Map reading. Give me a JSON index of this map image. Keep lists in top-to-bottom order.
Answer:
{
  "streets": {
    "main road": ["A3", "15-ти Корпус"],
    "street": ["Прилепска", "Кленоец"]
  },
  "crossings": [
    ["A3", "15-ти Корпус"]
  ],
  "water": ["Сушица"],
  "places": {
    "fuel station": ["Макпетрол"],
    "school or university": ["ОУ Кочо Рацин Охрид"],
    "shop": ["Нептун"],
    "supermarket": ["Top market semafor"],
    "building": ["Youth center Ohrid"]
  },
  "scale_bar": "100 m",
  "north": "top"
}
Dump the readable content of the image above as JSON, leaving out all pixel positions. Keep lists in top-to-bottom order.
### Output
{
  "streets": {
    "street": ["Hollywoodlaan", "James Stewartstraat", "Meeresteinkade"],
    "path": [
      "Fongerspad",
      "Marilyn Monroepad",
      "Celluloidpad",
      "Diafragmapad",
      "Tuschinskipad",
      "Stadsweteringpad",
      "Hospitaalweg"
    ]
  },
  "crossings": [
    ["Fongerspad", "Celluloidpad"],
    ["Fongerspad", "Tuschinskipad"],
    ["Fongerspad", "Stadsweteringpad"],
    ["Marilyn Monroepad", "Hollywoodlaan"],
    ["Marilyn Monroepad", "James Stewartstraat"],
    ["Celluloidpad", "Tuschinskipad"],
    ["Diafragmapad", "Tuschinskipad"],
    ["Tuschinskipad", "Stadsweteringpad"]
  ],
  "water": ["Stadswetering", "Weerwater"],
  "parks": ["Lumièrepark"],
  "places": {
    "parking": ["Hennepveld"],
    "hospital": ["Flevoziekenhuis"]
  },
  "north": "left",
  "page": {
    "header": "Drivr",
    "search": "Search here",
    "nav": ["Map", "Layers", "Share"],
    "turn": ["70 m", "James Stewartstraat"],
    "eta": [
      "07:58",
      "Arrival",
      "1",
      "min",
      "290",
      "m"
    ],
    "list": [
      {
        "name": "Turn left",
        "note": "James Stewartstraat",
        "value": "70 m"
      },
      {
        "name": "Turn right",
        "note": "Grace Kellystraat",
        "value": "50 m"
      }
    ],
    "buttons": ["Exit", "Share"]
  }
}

Work task: Give the data back in full, matching it character for character.

Your response:
Map reading. Give me a JSON index of this map image. Keep lists in top-to-bottom order.
Answer:
{
  "streets": {
    "main road": ["A3", "15-ти Корпус"],
    "street": ["Прилепска", "Кленоец"]
  },
  "crossings": [
    ["A3", "15-ти Корпус"]
  ],
  "water": ["Сушица"],
  "places": {
    "fuel station": ["Макпетрол"],
    "school or university": ["ОУ Кочо Рацин Охрид"],
    "shop": ["Нептун"],
    "supermarket": ["Top market semafor"],
    "building": ["Youth center Ohrid"]
  },
  "scale_bar": "100 m",
  "north": "top"
}
Dump the readable content of the image above as JSON, leaving out all pixel positions. Keep lists in top-to-bottom order.
### Output
{
  "streets": {
    "street": ["Hollywoodlaan", "James Stewartstraat", "Meeresteinkade"],
    "path": [
      "Fongerspad",
      "Marilyn Monroepad",
      "Celluloidpad",
      "Diafragmapad",
      "Tuschinskipad",
      "Stadsweteringpad",
      "Hospitaalweg"
    ]
  },
  "crossings": [
    ["Fongerspad", "Celluloidpad"],
    ["Fongerspad", "Tuschinskipad"],
    ["Fongerspad", "Stadsweteringpad"],
    ["Marilyn Monroepad", "Hollywoodlaan"],
    ["Marilyn Monroepad", "James Stewartstraat"],
    ["Celluloidpad", "Tuschinskipad"],
    ["Diafragmapad", "Tuschinskipad"],
    ["Tuschinskipad", "Stadsweteringpad"]
  ],
  "water": ["Stadswetering", "Weerwater"],
  "parks": ["Lumièrepark"],
  "places": {
    "parking": ["Hennepveld"],
    "hospital": ["Flevoziekenhuis"]
  },
  "north": "left",
  "page": {
    "header": "Drivr",
    "search": "Search here",
    "nav": ["Map", "Layers", "Share"],
    "turn": ["70 m", "James Stewartstraat"],
    "eta": [
      "07:58",
      "Arrival",
      "1",
      "min",
      "290",
      "m"
    ],
    "list": [
      {
        "name": "Turn left",
        "note": "James Stewartstraat",
        "value": "70 m"
      },
      {
        "name": "Turn right",
        "note": "Grace Kellystraat",
        "value": "50 m"
      }
    ],
    "buttons": ["Exit", "Share"]
  }
}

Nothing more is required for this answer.